EXERCISE INSTRUCTIONS → Search the material below for the string "buttons" and list each line that holds it.

[Opening RECORDS FOR THIS EXERCISE section]

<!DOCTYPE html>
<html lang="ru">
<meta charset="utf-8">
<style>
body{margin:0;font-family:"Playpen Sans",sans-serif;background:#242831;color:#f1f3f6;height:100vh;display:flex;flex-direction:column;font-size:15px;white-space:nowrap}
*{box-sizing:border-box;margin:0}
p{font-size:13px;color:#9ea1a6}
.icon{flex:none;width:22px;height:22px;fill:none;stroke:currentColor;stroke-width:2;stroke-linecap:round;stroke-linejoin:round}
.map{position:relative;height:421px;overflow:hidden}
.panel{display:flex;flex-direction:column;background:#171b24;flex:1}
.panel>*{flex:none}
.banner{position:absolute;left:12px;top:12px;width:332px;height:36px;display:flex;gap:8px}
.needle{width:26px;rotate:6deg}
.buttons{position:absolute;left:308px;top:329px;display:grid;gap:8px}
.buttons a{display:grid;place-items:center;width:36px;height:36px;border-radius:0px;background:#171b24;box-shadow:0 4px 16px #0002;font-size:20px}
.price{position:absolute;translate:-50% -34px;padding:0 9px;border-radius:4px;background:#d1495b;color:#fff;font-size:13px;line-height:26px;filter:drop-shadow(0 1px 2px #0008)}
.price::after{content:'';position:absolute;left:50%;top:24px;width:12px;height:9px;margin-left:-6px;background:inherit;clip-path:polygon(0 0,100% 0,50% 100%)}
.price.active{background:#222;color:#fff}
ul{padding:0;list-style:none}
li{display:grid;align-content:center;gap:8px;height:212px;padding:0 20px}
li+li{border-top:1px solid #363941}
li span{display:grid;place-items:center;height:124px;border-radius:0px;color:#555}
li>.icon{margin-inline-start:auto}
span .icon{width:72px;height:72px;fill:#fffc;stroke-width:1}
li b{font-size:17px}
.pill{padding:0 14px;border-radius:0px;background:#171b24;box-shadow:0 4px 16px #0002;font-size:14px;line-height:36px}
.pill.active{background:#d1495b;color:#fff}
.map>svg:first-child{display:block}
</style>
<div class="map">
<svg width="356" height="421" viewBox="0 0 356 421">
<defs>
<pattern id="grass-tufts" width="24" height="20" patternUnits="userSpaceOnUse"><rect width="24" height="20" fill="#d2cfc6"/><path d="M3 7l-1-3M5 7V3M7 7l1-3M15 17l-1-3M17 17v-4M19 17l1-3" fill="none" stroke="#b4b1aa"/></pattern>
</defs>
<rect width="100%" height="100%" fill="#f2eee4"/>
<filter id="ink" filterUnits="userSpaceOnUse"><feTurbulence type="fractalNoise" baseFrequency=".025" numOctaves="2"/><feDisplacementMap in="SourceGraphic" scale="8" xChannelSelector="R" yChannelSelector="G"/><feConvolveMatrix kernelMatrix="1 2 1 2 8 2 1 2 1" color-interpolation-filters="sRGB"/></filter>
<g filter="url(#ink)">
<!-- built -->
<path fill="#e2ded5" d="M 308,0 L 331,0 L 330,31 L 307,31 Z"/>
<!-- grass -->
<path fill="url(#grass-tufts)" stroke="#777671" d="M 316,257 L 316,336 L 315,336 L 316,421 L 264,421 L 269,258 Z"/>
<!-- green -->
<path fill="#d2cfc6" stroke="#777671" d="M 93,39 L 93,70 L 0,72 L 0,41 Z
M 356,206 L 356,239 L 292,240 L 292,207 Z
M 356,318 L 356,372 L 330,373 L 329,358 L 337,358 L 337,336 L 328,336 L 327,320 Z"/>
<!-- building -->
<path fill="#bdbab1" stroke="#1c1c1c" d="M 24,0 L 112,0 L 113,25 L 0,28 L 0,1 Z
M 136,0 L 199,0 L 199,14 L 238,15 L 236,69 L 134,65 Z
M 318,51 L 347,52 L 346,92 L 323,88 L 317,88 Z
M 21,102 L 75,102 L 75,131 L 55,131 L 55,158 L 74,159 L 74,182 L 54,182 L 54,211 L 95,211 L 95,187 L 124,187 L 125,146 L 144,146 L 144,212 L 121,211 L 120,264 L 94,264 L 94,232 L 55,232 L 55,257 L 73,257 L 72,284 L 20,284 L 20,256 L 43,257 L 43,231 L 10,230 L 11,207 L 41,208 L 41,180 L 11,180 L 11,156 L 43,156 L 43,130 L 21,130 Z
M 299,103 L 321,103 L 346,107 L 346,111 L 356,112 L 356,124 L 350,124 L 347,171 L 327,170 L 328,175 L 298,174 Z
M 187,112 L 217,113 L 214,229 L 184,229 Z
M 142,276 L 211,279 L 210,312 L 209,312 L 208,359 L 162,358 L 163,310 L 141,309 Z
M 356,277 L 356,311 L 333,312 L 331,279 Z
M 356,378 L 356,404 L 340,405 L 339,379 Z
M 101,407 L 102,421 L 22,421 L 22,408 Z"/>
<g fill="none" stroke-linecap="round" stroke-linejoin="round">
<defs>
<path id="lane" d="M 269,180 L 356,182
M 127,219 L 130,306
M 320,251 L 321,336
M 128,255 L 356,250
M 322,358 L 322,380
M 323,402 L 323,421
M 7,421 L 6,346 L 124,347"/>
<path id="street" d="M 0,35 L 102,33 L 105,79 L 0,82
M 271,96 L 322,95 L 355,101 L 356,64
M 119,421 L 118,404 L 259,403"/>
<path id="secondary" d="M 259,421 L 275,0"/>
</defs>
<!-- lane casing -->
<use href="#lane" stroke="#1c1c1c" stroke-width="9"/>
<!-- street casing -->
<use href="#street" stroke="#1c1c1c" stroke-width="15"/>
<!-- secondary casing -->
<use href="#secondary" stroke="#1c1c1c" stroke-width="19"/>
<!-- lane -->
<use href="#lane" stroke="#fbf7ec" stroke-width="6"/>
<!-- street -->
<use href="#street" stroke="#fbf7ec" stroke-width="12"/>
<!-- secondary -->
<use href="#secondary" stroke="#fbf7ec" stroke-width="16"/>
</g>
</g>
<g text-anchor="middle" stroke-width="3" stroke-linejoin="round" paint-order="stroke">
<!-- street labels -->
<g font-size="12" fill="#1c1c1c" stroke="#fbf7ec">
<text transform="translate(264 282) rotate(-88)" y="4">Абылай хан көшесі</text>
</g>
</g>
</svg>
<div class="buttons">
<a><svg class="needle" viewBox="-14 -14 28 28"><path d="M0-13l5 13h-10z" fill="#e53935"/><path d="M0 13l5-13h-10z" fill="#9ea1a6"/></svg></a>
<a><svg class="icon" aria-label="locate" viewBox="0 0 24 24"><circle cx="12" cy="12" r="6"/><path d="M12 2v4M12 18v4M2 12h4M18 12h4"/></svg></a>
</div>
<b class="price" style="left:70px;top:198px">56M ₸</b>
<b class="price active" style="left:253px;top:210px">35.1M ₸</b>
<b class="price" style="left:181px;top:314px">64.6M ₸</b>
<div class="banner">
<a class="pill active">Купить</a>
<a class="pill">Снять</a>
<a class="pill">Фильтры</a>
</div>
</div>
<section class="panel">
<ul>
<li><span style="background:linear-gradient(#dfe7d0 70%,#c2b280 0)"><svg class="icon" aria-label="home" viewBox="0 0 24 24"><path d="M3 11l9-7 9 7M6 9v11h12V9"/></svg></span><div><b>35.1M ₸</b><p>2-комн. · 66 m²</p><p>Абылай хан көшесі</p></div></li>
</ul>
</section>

[Closing RECORDS FOR THIS EXERCISE section]

SOLUTION TO THE PROBLEM →
.buttons{position:absolute;left:308px;top:329px;display:grid;gap:8px}
.buttons a{display:grid;place-items:center;width:36px;height:36px;border-radius:0px;background:#171b24;box-shadow:0 4px 16px #0002;font-size:20px}
<div class="buttons">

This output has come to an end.